Таинство законов произрастания — в Андрее Тарковском. Отбросив сценарий, он словно по наитию снимает другой фильм. Он делает неузнаваемой не только смысловую канву, но изменяет и саму фактуру киноязыка. Как если бы изрезать в клочья старательно сотканный ковер и снова собрать куски воедино, подчиняясь иному закону составления таинственного орнамента. Нарушая симметрию, ритм рисунка, изначальный замысел всего изделия. Не боясь швов, стыков, рвани. Напротив — стремясь к искажению правильностей, размыванию понятностей, изничтожению даже случаем возникавших красивостей. И во всем Тарковский переходит за обозначенные советским кинематографом рамки: в натурализме, в отрицании «художественного построения фабулы», прямолинейного толкования многослойного сюжета.
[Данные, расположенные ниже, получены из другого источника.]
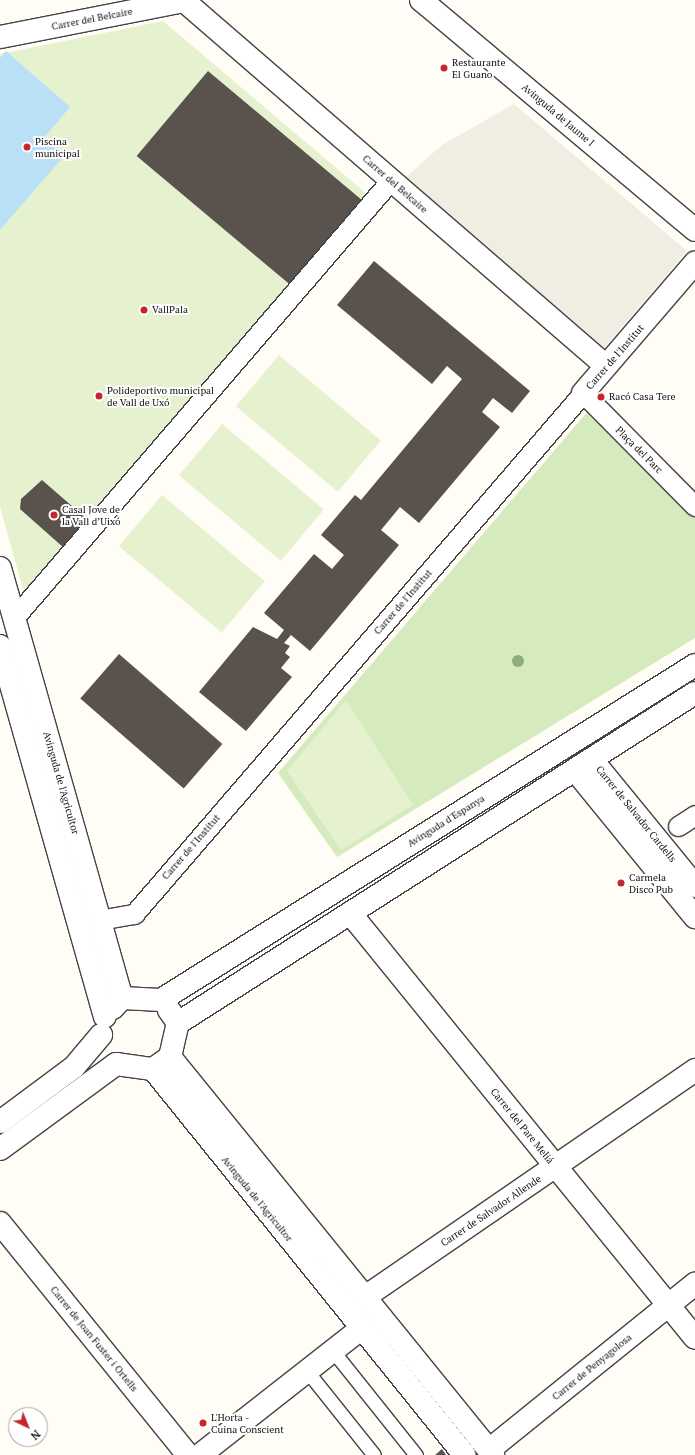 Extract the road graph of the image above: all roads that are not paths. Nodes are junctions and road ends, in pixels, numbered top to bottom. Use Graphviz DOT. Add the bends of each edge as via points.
graph roads {
  1 [pos="183,0"];
  2 [pos="426,2"];
  3 [pos="0,37"];
  4 [pos="391,180"];
  5 [pos="695,230"];
  6 [pos="695,263"];
  7 [pos="606,366"];
  8 [pos="583,393"];
  9 [pos="695,506"];
  10 [pos="0,568"];
  11 [pos="14,618"];
  12 [pos="0,646"];
  13 [pos="25,656"];
  14 [pos="695,665"];
  15 [pos="3,673"];
  16 [pos="695,694"];
  17 [pos="567,745"];
  18 [pos="583,765"];
  19 [pos="695,815"];
  20 [pos="678,826"];
  21 [pos="695,886"];
  22 [pos="333,892"];
  23 [pos="350,913"];
  24 [pos="695,917"];
  25 [pos="99,920"];
  26 [pos="122,998"];
  27 [pos="161,1000"];
  28 [pos="178,1023"];
  29 [pos="103,1025"];
  30 [pos="170,1057"];
  31 [pos="116,1064"];
  32 [pos="153,1070"];
  33 [pos="695,1070"];
  34 [pos="0,1122"];
  35 [pos="0,1149"];
  36 [pos="555,1166"];
  37 [pos="0,1223"];
  38 [pos="695,1284"];
  39 [pos="365,1297"];
  40 [pos="668,1305"];
  41 [pos="362,1328"];
  42 [pos="695,1338"];
  43 [pos="333,1351"];
  44 [pos="307,1371"];
  45 [pos="491,1453"];
  46 [pos="188,1455"];
  47 [pos="200,1455"];
  48 [pos="374,1455"];
  49 [pos="416,1455"];
  50 [pos="465,1455"];
  1 -- 3 [label="street, Carrer del Belcaire"];
  1 -- 4 [label="street, Carrer del Belcaire"];
  2 -- 5 [label="street, Avinguda de Jaume I"];
  4 -- 7 [label="street, Carrer del Belcaire"];
  4 -- 11 [label="street"];
  6 -- 7 [label="street, Carrer de l'Institut"];
  7 -- 8 [label="street, Carrer de l'Institut"];
  8 -- 9 [label="street, Plaça del Parc"];
  8 -- 25 [label="street, Carrer de l'Institut" via="134,914"];
  10 -- 11 [label="street, Avinguda de l'Agricultor"];
  11 -- 13 [label="street, Avinguda de l'Agricultor"];
  12 -- 15 [label="street"];
  13 -- 15 [label="street"];
  13 -- 25 [label="street, Avinguda de l'Agricultor"];
  14 -- 17 [label="street, Avinguda d'Espanya"];
  15 -- 29 [label="street"];
  16 -- 18 [label="street"];
  17 -- 18 [label="street"];
  17 -- 22 [label="street, Avinguda d'Espanya"];
  18 -- 21 [label="street, Carrer de Salvador Cardells"];
  18 -- 23 [label="street"];
  18 -- 24 [label="street, Carrer de Salvador Cardells"];
  19 -- 20 [label="street"];
  22 -- 23 [label="street"];
  22 -- 27 [label="street, Avinguda d'Espanya"];
  23 -- 28 [label="street"];
  23 -- 36 [label="street, Carrer del Pare Meliá"];
  25 -- 26 [label="street, Avinguda de l'Agricultor"];
  26 -- 27 [label="street"];
  26 -- 29 [label="street"];
  27 -- 28 [label="street"];
  28 -- 30 [label="street"];
  29 -- 31 [label="street"];
  29 -- 34 [label="street" via="74,1067"];
  30 -- 32 [label="street"];
  30 -- 39 [label="street"];
  31 -- 32 [label="street"];
  31 -- 35 [label="street"];
  32 -- 41 [label="street, Avinguda de l'Agricultor"];
  33 -- 36 [label="street, Carrer de Salvador Allende"];
  36 -- 39 [label="street, Carrer de Salvador Allende"];
  36 -- 40 [label="street, Carrer del Pare Meliá"];
  37 -- 46 [label="street, Carrer de Joan Fuster i Ortells"];
  38 -- 40 [label="street, Carrer de Penyagolosa"];
  39 -- 41 [label="street"];
  39 -- 45 [label="street"];
  40 -- 42 [label="street, Carrer del Pare Meliá"];
  40 -- 45 [label="street, Carrer de Penyagolosa"];
  41 -- 43 [label="street"];
  41 -- 50 [label="street, Avinguda de l'Agricultor"];
  43 -- 44 [label="street"];
  43 -- 49 [label="lane"];
  44 -- 47 [label="street"];
  44 -- 48 [label="lane"];
}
Таких сцен жестокости — пыток, драк, смертей, гибели людей и животных — еще не видел отечественный экран. А какова откровенность и эротическая насыщенность эпизодов «Ночи на Ивана Купала»? Обнаженные фигуры бегут сквозь лесную чащу к черной воде, соединяясь и предаваясь любви. Предутренний туман скрывает подробности от глаз зрителей и Рублева, потрясенного зрелищем древнего ритуала. Но тем сильнее ощущение вольного раскрепощения плоти, первозданного слияния с природой. Именно в эту ночь и совершает плотский грех монах Рублев.

Фантазия Тарковского раскалена, словно ему открылся некий неведомый источник информации. Он снимает и снимает в импровизационном раже, превышая метраж и смету. Идеи приходят одна за другой — надежда на монтаж, способный собрать все вместе. А монтажных вариантов множество.

2

Во Владимире вся съемочная группа живет в гостинице. Андрон Кончаловский часто приезжает на съемки и все больше хмурится:

— А сценарий наш ты, старичок, похерил…

Поздно вечером, после съемок, они сидели за отдельным столиком гостиничного ресторана. Свет погашен, оркестр давно ушел, тетя Клава, подняв на столы стулья и задрав скатерти, моет полы. Старательно обходит столик у стены с табличкой «Администрация», за которым дымят и крупно беседуют под водочку два киношника. Еду им принесли подогретую — рассольник и гуляш. Это благодаря Ларисе Павловне — помощнице режиссера. Да она тут всех на уши поставила:

— Не понимаете, что ли, двум гениям советского кино творческие вопросы обсудить надо! — внушала она гостиничному начальству. Собственноручно настрогала салаты, а посидеть с соавторами отказалась. Знала, непростой разговор предстоит. Сама на него Андрея настроила.

— Старикан, ты, видишь ли, того… размахнулся, да не туда. Смотрел я, смотрел… — Андрон загасил сигарету и наполнил рюмки.

— Не понравилось?

— Да как тебе сказать… — он поднял рюмку. — За удачу!

— За удачу, — Тарковский хмыкнул. — Значит, думаешь, не видать нам ее как своих ушей?

— Давай спокойно разбираться. Сценарий наш коту под хвост… Это как дважды два.

— Без Куликовской битвы он уже не звучал. И вообще… Понимаешь, композитору подсовывать ноты бесполезно, у него в голове другая музыка гремит! Не умею я по сценарию снимать — фантазии одолевают, мысли.

— Вот! — поднял Андрон вилку с наколотым маринованным рыжиком. — Вот! Мысль. А какая у тебя, Андрюша, скажи мне на милость, мысль? Только про русский великий дух фуфло не гони. Другое у тебя выходит.